Our house smells of food cooking, and wood smoke in the winter. We have no litterboxes or diapers at present, but in the past managed both without chemicals.
I agree with this too:
"it surely is not "crunchy" to spread a dose of chemicals throughout the air of one's home...
not only that...
but as we live in a world of abundant chemical usage...
where it's well known that many chemicals cause cancer...
why purposely put more chemicals into your indoor air?"
Advertising? How about commercials for phones that do all kinds of things other than, you know, be PHONES?
I can suggest another reason: women have a much more powerful sense of smell than men.
I dunno bout that, my wife can Febreeze the hell out of the house and not smell the stuff whereas I usually have to leave for several hours until the chemicals finish volatizing.
my prediction of a headline for the next decade:
Air Fresheners Cause Cancer...
Talk about knowing too much about the minutia . . . in this case
That's not a prediction for the next decade that's for now!

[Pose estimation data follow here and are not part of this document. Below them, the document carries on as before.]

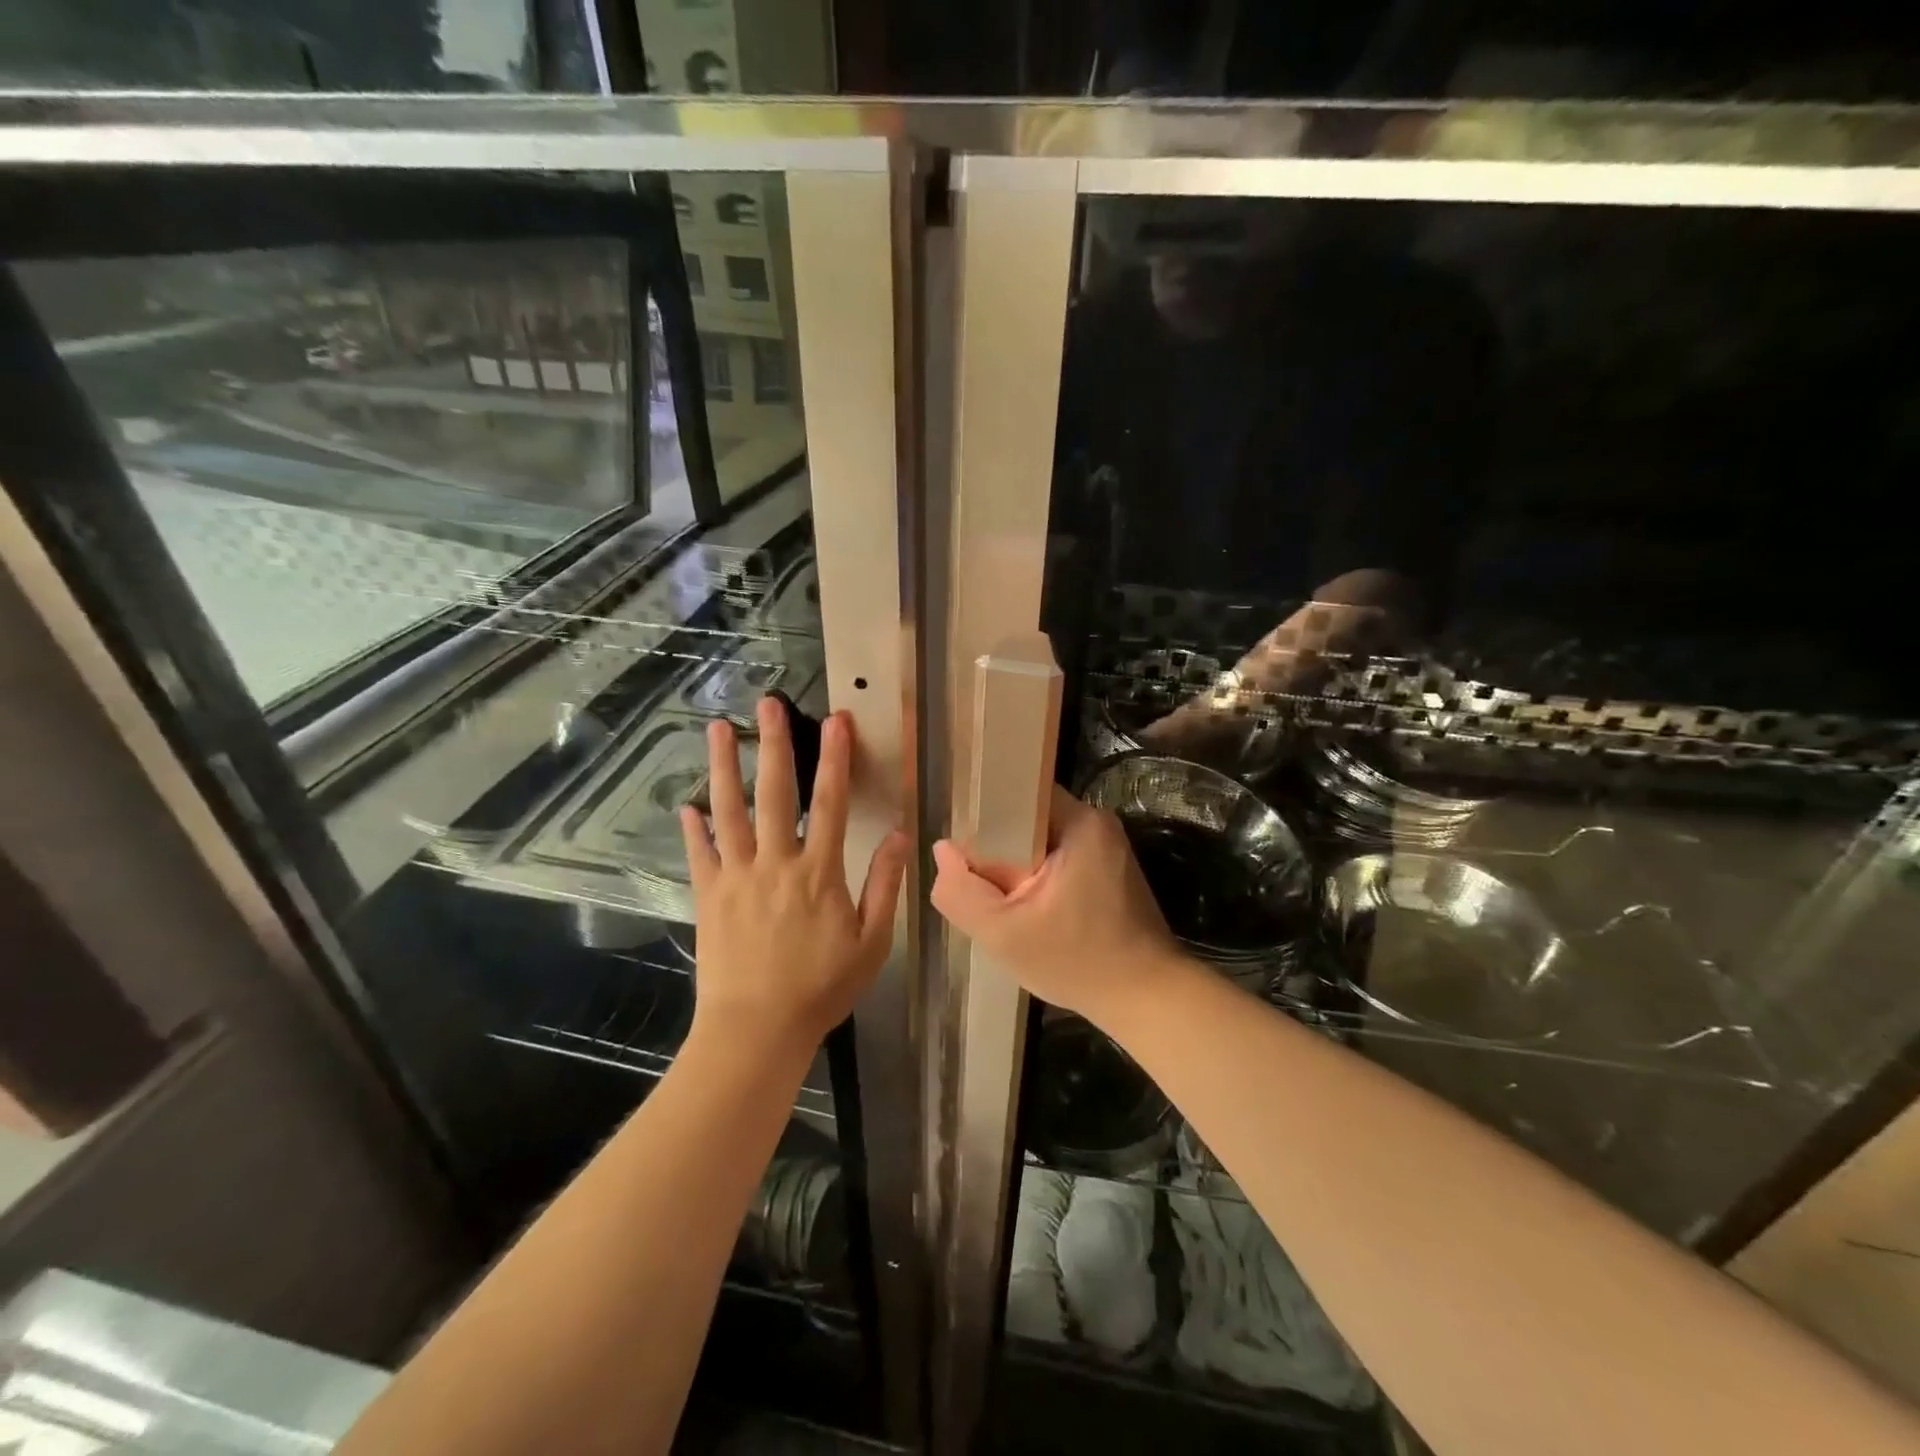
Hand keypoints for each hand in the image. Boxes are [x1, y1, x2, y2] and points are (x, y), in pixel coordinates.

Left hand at [681, 696, 906, 1053]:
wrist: (756, 1029)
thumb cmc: (820, 988)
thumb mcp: (871, 943)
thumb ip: (885, 885)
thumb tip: (902, 836)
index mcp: (819, 872)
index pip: (832, 802)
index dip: (835, 758)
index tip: (835, 720)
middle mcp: (776, 862)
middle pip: (776, 792)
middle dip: (775, 744)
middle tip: (767, 703)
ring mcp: (737, 876)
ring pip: (729, 810)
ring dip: (724, 767)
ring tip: (718, 729)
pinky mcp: (709, 896)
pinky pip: (700, 853)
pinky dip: (693, 828)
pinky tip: (687, 805)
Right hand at [930, 786, 1179, 1024]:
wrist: (1146, 999)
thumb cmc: (1077, 962)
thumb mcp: (1003, 934)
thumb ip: (961, 891)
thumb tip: (943, 851)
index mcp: (1079, 822)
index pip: (1016, 792)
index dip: (981, 814)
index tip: (960, 845)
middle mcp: (1096, 823)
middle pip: (1026, 818)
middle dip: (996, 846)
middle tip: (975, 879)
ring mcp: (1105, 846)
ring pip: (1040, 841)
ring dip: (1016, 865)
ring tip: (997, 897)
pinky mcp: (1108, 869)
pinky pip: (1057, 857)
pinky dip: (1037, 877)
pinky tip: (1026, 907)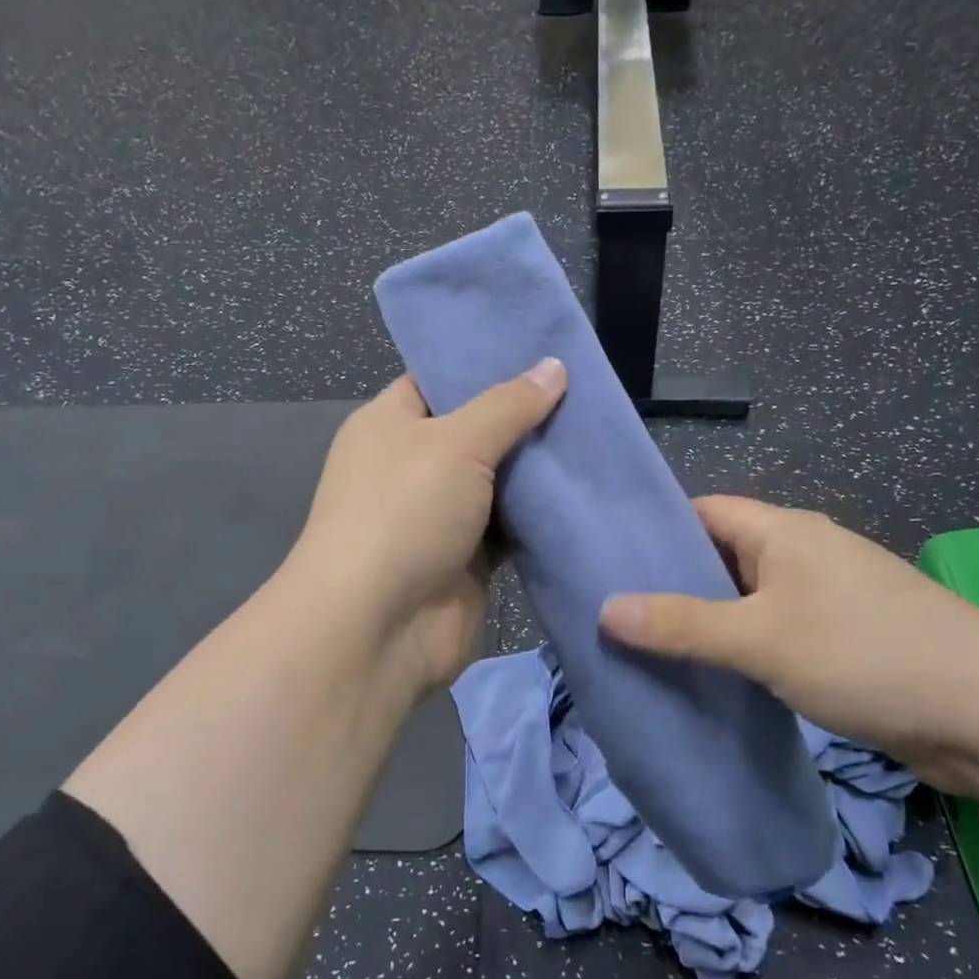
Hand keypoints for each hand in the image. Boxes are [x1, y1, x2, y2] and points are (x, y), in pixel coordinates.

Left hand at [288, 359, 566, 698]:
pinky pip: (512, 527)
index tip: (543, 352)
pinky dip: (541, 515)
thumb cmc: (404, 512)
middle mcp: (413, 466)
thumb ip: (509, 405)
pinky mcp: (468, 559)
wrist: (379, 626)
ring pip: (500, 482)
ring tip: (598, 433)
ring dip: (540, 469)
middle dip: (526, 417)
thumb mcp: (455, 442)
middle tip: (587, 392)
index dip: (486, 364)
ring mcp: (441, 515)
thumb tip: (554, 365)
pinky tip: (586, 489)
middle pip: (477, 431)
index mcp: (390, 424)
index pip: (439, 380)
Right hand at [599, 496, 978, 790]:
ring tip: (648, 650)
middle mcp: (803, 554)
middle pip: (720, 557)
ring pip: (746, 600)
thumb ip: (682, 625)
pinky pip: (773, 632)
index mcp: (784, 531)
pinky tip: (710, 678)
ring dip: (706, 623)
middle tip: (615, 617)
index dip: (654, 531)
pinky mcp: (842, 640)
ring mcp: (826, 598)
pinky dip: (740, 649)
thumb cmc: (866, 655)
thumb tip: (606, 609)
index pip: (702, 512)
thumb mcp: (761, 639)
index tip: (606, 563)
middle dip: (672, 584)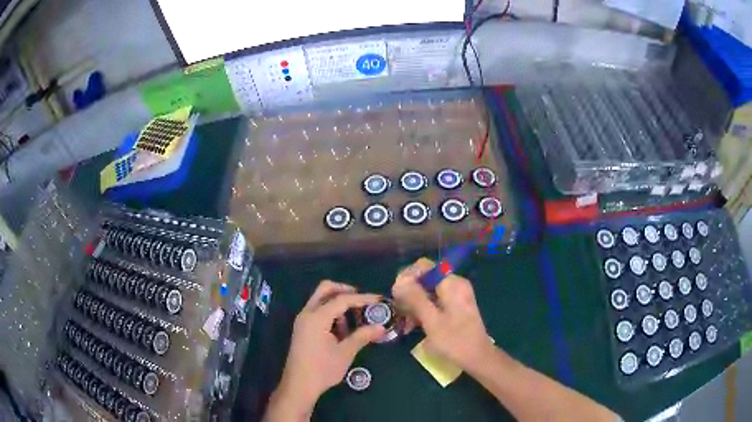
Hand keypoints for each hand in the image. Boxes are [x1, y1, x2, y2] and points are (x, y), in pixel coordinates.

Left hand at [266, 281, 383, 420]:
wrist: (299, 385)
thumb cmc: (322, 369)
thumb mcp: (345, 352)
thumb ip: (362, 336)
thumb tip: (381, 327)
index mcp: (317, 317)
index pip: (342, 299)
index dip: (362, 298)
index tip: (378, 299)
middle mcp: (307, 313)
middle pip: (325, 289)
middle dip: (345, 290)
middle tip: (362, 300)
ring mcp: (303, 320)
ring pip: (320, 299)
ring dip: (337, 303)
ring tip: (354, 319)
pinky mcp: (303, 328)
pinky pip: (317, 311)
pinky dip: (330, 312)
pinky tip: (342, 329)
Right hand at [392, 258, 493, 370]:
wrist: (478, 358)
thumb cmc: (454, 341)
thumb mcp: (431, 321)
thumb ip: (415, 298)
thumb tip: (399, 281)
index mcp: (451, 283)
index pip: (423, 266)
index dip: (406, 278)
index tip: (396, 296)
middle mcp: (455, 284)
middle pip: (425, 278)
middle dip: (409, 294)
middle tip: (398, 312)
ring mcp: (456, 295)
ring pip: (427, 291)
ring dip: (414, 304)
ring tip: (405, 323)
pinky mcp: (455, 306)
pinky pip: (434, 300)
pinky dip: (423, 310)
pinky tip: (414, 325)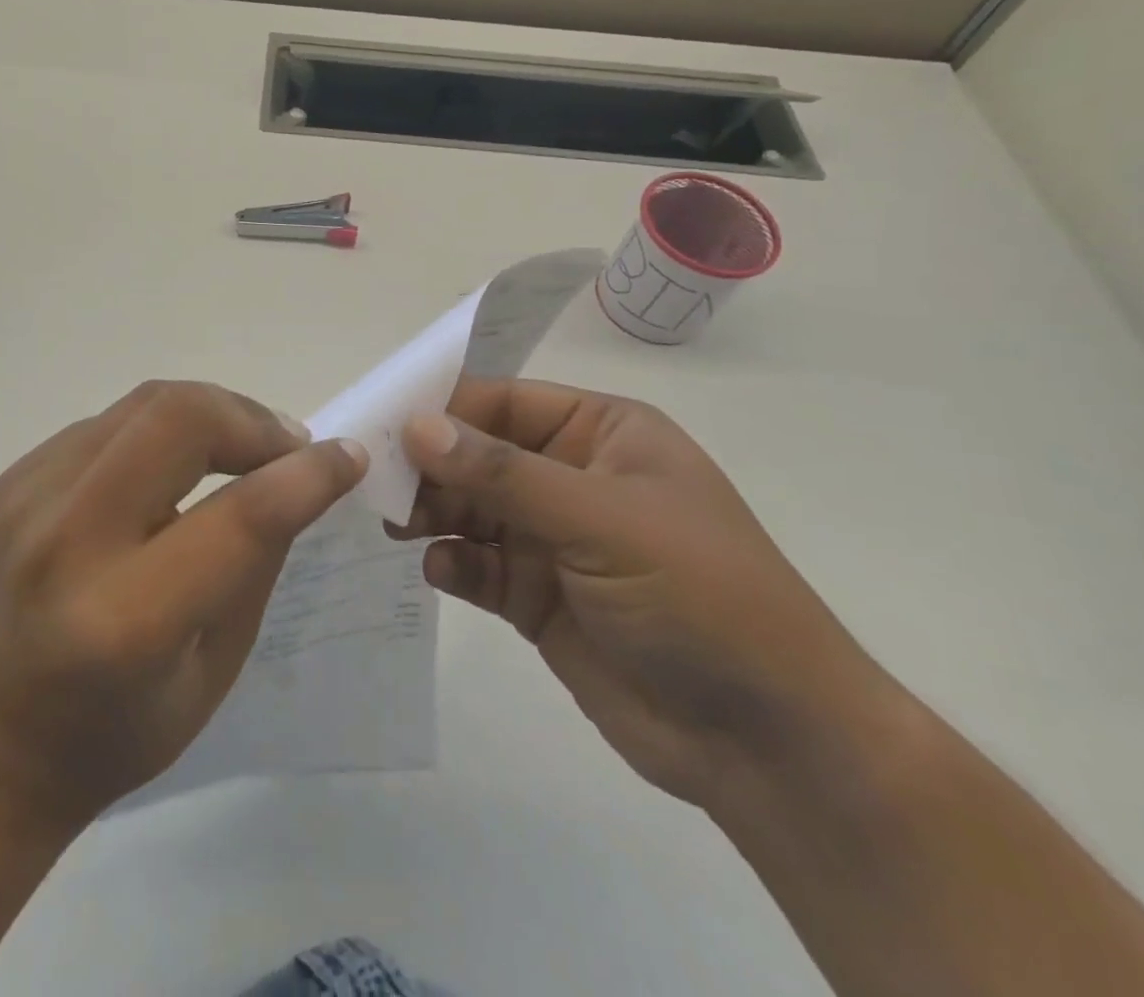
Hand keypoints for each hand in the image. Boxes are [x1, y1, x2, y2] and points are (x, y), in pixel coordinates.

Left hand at [0, 380, 366, 830]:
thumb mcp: (219, 665)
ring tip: (243, 447)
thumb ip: (259, 557)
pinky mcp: (14, 479)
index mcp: (125, 618)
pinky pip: (111, 422)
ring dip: (212, 413)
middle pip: (177, 419)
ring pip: (145, 403)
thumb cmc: (124, 728)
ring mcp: (28, 499)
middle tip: (286, 447)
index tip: (347, 456)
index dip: (307, 475)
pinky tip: (174, 467)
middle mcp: (66, 543)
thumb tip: (301, 474)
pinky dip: (162, 430)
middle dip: (251, 419)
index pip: (239, 515)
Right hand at [395, 379, 897, 813]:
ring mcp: (553, 539)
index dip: (445, 410)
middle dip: (431, 467)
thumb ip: (503, 474)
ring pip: (472, 510)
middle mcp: (571, 476)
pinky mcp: (536, 596)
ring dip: (433, 513)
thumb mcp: (601, 519)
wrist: (767, 742)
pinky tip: (441, 573)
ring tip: (396, 524)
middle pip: (479, 456)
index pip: (505, 403)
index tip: (383, 424)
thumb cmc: (697, 594)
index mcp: (602, 433)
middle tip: (376, 483)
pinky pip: (477, 566)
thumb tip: (417, 426)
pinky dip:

Just a few weeks ago, one of the morning talkshows (GMA?) had a discussion on testing for phthalates in air fresheners and their strong connections to Breast Cancer. It was completed by the National Resource Defense Council.
I've been telling everyone who'll listen to avoid them since I heard. Oust was the worst. But there's a list. So Consider yourself notified CrunchyCons
Here's the fact sheet I just printed for my son's school.
http://www.nrdc.org/health/home/airfresheners/fairfresheners.pdf
Pax
The real problem is that one person's aromatherapy is another person's allergen. I got out of the habit of using any kind of scented products after sharing an office with a woman who had serious chemical sensitivities.